* [WHAT YOU WILL DO]:
In the material below, identify each line bearing the word "Lutxana". Reproduce those lines.

* [SUPPLIED MATERIAL]:
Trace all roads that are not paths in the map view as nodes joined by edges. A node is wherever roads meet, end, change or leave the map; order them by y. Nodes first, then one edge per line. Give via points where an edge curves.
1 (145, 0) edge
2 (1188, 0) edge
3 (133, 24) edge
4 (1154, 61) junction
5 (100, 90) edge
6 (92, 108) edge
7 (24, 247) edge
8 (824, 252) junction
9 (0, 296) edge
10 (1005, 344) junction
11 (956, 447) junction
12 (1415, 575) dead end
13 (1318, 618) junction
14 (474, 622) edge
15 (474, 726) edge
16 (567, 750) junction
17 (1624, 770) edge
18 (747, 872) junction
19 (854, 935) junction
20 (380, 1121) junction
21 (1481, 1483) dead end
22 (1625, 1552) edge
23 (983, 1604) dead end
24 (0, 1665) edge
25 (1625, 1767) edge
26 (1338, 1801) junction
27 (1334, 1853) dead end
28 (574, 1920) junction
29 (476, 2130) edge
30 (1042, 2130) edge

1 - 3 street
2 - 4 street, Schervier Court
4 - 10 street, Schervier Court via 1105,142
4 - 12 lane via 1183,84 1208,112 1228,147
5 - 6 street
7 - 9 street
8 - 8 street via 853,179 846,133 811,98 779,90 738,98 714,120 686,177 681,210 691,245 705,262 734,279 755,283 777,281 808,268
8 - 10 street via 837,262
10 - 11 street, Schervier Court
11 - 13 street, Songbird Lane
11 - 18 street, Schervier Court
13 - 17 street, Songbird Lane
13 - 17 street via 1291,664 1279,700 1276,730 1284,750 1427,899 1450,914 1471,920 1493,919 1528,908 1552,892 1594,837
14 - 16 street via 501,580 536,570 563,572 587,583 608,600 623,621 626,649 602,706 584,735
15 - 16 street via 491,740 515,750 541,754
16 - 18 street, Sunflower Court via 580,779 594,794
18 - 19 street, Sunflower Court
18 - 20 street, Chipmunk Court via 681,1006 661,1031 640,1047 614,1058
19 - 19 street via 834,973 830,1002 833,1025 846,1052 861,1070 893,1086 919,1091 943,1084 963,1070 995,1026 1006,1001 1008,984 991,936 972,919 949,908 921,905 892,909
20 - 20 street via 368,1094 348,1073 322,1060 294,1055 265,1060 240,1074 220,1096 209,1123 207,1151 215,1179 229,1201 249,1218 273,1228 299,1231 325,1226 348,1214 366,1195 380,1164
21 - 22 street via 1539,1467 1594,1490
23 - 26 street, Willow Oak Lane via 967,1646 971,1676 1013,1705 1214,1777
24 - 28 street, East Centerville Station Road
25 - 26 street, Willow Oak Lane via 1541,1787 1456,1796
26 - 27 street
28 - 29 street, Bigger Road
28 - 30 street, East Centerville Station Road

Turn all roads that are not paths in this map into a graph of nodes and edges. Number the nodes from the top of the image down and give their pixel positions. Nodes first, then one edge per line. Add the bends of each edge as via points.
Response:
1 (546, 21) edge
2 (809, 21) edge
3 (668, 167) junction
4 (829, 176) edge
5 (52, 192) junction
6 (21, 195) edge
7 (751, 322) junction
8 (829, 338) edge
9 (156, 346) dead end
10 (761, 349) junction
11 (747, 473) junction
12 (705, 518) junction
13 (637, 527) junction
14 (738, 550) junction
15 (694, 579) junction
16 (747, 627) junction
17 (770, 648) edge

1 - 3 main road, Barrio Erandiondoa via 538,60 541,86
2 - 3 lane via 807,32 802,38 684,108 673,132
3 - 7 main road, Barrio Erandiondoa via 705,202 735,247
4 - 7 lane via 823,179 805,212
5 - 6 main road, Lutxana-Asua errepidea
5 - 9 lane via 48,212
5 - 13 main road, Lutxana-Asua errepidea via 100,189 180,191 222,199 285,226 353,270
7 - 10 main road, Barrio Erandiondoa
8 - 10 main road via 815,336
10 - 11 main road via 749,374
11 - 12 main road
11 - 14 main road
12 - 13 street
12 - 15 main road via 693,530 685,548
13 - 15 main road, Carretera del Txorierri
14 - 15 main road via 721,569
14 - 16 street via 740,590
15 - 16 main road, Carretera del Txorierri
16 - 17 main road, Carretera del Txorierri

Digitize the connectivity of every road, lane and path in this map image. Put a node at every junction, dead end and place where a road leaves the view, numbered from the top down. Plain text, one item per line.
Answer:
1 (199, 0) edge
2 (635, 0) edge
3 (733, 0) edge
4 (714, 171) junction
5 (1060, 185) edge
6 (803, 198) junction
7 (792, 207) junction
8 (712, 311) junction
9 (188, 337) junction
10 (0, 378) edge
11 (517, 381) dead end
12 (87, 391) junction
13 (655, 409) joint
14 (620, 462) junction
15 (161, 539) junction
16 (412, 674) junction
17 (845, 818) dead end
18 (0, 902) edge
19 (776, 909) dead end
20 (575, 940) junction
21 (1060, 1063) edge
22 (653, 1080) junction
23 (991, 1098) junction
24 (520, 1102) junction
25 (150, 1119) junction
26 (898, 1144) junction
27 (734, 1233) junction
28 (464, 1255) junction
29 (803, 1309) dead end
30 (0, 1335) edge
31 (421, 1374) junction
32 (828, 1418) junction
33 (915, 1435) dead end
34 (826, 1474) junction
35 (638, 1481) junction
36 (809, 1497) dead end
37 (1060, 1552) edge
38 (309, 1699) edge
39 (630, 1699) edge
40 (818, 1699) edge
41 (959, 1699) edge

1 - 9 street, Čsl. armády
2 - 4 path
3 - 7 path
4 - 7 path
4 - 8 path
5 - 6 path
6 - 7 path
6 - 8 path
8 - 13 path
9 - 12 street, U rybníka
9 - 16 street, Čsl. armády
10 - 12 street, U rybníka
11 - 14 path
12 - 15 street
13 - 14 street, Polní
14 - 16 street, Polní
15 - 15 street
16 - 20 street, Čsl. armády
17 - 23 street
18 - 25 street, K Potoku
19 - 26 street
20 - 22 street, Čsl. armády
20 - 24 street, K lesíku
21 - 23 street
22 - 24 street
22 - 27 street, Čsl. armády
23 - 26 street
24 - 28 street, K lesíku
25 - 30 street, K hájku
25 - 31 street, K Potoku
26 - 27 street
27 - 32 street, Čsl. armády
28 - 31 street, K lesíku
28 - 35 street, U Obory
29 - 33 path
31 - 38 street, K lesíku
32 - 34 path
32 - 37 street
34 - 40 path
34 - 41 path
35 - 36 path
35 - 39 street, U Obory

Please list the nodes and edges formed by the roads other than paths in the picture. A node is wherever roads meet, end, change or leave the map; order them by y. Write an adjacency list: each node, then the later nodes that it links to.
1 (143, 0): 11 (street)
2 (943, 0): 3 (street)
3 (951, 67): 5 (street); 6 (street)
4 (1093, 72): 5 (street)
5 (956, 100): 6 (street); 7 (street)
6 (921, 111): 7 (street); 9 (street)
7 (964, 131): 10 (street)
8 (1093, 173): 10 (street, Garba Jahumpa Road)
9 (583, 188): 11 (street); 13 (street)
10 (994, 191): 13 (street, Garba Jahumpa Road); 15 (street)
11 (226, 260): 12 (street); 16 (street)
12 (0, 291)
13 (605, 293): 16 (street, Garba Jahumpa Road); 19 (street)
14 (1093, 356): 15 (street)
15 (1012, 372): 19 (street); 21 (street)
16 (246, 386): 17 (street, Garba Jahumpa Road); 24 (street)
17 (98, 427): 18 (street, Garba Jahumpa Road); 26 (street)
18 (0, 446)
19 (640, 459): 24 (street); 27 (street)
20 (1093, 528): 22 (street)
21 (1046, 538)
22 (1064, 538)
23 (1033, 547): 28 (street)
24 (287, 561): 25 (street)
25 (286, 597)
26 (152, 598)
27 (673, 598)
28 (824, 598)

* [RESULT]:
5 - 6 main road, Lutxana-Asua errepidea
5 - 13 main road, Lutxana-Asua errepidea via 100,189 180,191 222,199 285,226 353,270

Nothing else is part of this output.